Allerdings gilt dieser Schutz nicht uneingeschränkt. Herr Kollege Föll, Sie haben zu Recht auf die Rechtsprechung des Bundesverfassungsgerichts hingewiesen, die eine praktische Konkordanz im Verhältnis zu anderen Rechtsgütern verlangt, die ebenso wichtig sind, z. B. dem Persönlichkeitsschutz. Im Sinne dieser praktischen Konkordanz sind, wie dies der Freiburger Staatsrechtler Hesse, ein ehemaliger Verfassungsrichter, formuliert hat, die Interessen der beteiligten Rechtsgüter auszugleichen.

Das ist keine theoretische verfassungsrechtliche Diskussion, sondern – Herr Kollege Oelmayer, Sie haben zu Recht darauf hingewiesen – eine äußerst praktische im Hinblick auf die Ermittlungsverfahren, die im Land Baden-Württemberg durchgeführt wurden und die Sie im Einzelnen benannt haben.

Wenn man das Spannungsverhältnis der hier im Streit stehenden Rechte und die genannten Ermittlungsverfahren betrachtet, kann man sicher eines sagen: Die Pressefreiheit im Land Baden-Württemberg ist nicht bedroht, und sie war nicht bedroht. Aber es gibt hier im Hause das Bedürfnis – das habe ich bisher aus allen Fraktionen so vernommen –, zum Schutz der Presse, vielleicht aber auch im Interesse der Strafverfolgungsbehörden Klarheit zu schaffen und das Schutzgut Presse klarer zu formulieren, als es bisher der Fall war.

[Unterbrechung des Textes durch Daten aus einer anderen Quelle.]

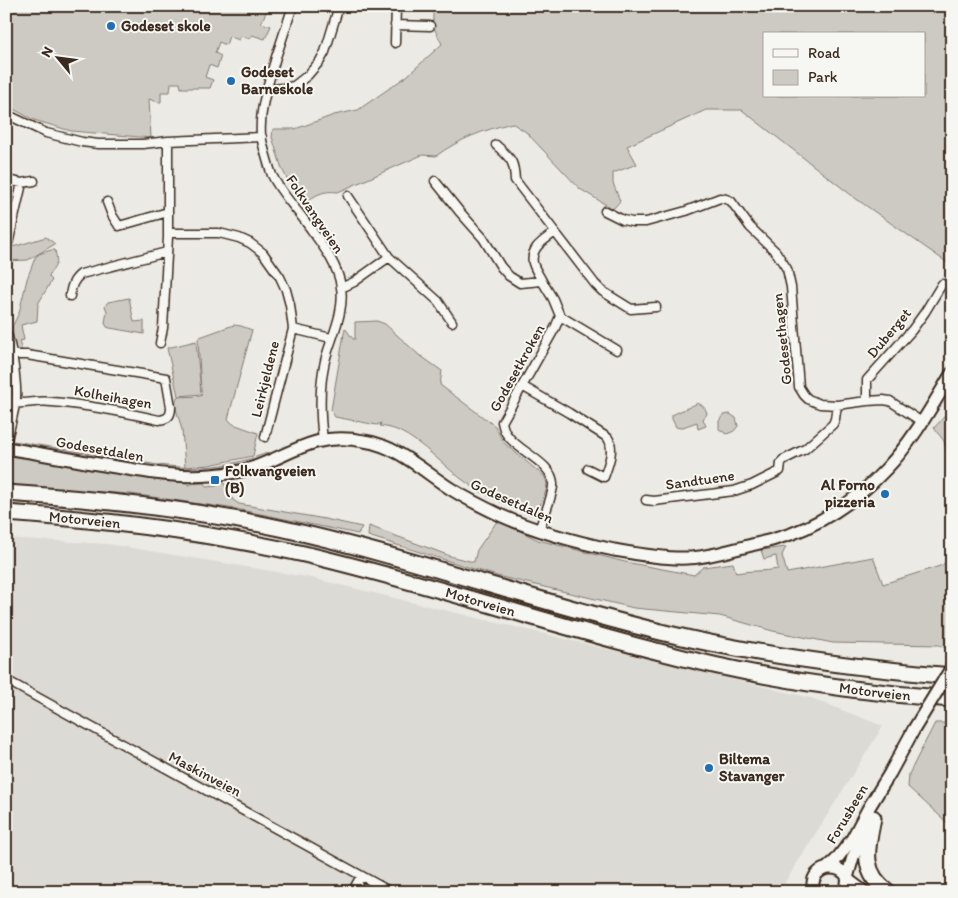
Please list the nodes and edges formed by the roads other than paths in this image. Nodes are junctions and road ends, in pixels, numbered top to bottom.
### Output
1 (293, 6) edge
2 (340, 6) edge
3 (396, 6) edge
4 (395, 25) junction
5 (430, 26) dead end
6 (396, 43) dead end
7 (266, 88) junction
8 (6, 114) edge
9 (262, 137) junction
10 (168, 142) junction
11 (496, 146) dead end
12 (6, 180) edge
13 (34, 181) dead end
14 (435, 181) dead end
15 (22, 183) junction
16 (348, 196) dead end
17 (107, 202) dead end
18 (605, 210) dead end
19 (168, 212) junction
20 (555, 232) junction
21 (168, 233) junction
22 (6, 245) edge
23 (167, 252) junction
24 (389, 257) junction
25 (542, 281) junction
26 (942, 284) dead end
27 (341, 288) junction
28 (70, 296) dead end
29 (656, 308) dead end
30 (560, 316) junction
31 (452, 322) dead end
32 (293, 329) junction
33 (6, 333) edge
34 (331, 338) junction
35 (160, 343) dead end
36 (617, 350) dead end
37 (12, 356) junction
38 (952, 373) edge
39 (522, 386) junction
40 (867, 401) junction
41 (6, 403) edge
42 (15, 404) junction
43 (837, 405) junction
44 (922, 422) junction
45 (265, 437) dead end
46 (323, 440) junction
47 (6, 443) edge
48 (6, 448) edge
49 (588, 469) dead end
50 (6, 493) edge
51 (646, 500) dead end
52 (6, 513) edge
53 (539, 530) junction
54 (952, 667) edge
55 (952, 676) edge
56 (6, 680) edge
57 (952, 699) edge
58 (890, 773) junction
59 (873, 818) junction
60 (827, 868) junction
61 (361, 876) junction
62 (851, 886) edge
63 (352, 892) edge
64 (391, 892) edge
65 (814, 892) edge
66 (888, 892) edge

1 - 7 street, Folkvangveien
2 - 7 street
3 - 4 street
4 - 5 street
4 - 6 street
7 - 9 street, Folkvangveien
8 - 10 street
9 - 10 street
9 - 27 street, Folkvangveien
10 - 19 street
11 - 20 street
12 - 15 street
13 - 15 street
14 - 25 street
15 - 22 street
16 - 24 street
17 - 19 street
18 - 43 street, Godesethagen
19 - 21 street
20 - 25 street, Godesetkroken
20 - 29 street
21 - 23 street
21 - 32 street, Leirkjeldene
23 - 28 street
23 - 35 street
24 - 27 street
24 - 31 street
25 - 30 street, Godesetkroken
26 - 40 street, Duberget
27 - 34 street, Folkvangveien
30 - 36 street, Godesetkroken
30 - 39 street, Godesetkroken
32 - 34 street, Leirkjeldene
32 - 45 street, Leirkjeldene
33 - 37 street
34 - 46 street, Folkvangveien
37 - 42 street
37 - 42 street, Kolheihagen
38 - 44 main road, Godesetdalen
39 - 49 street
39 - 53 street, Godesetkroken
40 - 43 street, Godesethagen
40 - 44 street, Godesethagen
41 - 42 street, Kolheihagen
42 - 47 street
43 - 51 street, Sandtuene
44 - 53 main road, Godesetdalen
46 - 48 main road, Godesetdalen
46 - 53 main road, Godesetdalen
50 - 55 highway, Motorveien
52 - 57 highway, Motorveien
54 - 58 main road, Forusbeen, bridge
56 - 61 street, Maskinveien
58 - 59 main road, Forusbeen
58 - 60 main road, Forusbeen
59 - 62 main road, Forusbeen
59 - 66 highway
60 - 62 main road
60 - 65 main road, Forusbeen
61 - 63 street
61 - 64 street, Maskinveien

Dann stellt sich mir, unserer Fraktion, Ihnen und uns allen die Frage: Wie erreichen wir dieses Ziel? Wir meinen, dafür gibt es gute Ansätze. Es gibt auf Bundesebene die gesetzlichen Initiativen, die bereits genannt wurden. Es gibt Aktivitäten der Landesregierung – mit einer etwas unterschiedlichen Bewertung durch die beiden Koalitionsfraktionen. Es wird eine Anhörung im Bundestag geben. Beim Bundesjustizministerium befindet sich ein Gesetzentwurf in Vorbereitung. Wir sind, glaube ich, gemeinsam auf einem gleichgerichteten, auf einem richtigen Weg.

Die Frage ist nur, welches Maß wir anlegen. Wir halten es nicht für angezeigt, bei der tatbestandlichen Würdigung schon im Tatbestand oder auf der Ebene des Rechtfertigungsgrunds für eine ganze Berufsgruppe einen Rechtfertigungsgrund zu schaffen. Verfassungsrechtlich und verfassungspolitisch würden wir damit über das Ziel hinausschießen.

Wir meinen, man müsste auf der strafprozessualen Ebene im Sinne einer Ausdehnung eines Richtervorbehalts Klarheit schaffen – auch für Durchsuchung und Beschlagnahme in privaten Räumen, weil Journalisten nun einmal nicht nur in Redaktionsräumen, sondern auch in privaten Räumen tätig sind.

Wir sind dafür, dass man auch bei der Erhebung von Telekommunikationsdaten und deren Verwertung restriktiver vorgeht und Journalisten und Redakteure einem ähnlichen Schutz unterstellt, wie er beispielsweise für Verteidiger, Geistliche oder auch Abgeordnete gilt.

Wenn man das zusammenfasst, ergibt sich, dass der Antrag der Grünen, wie ich glaube, in die richtige Richtung geht. Aber er hält das Maß, das wir uns verfassungsrechtlich vorstellen können, bisher noch nicht ein.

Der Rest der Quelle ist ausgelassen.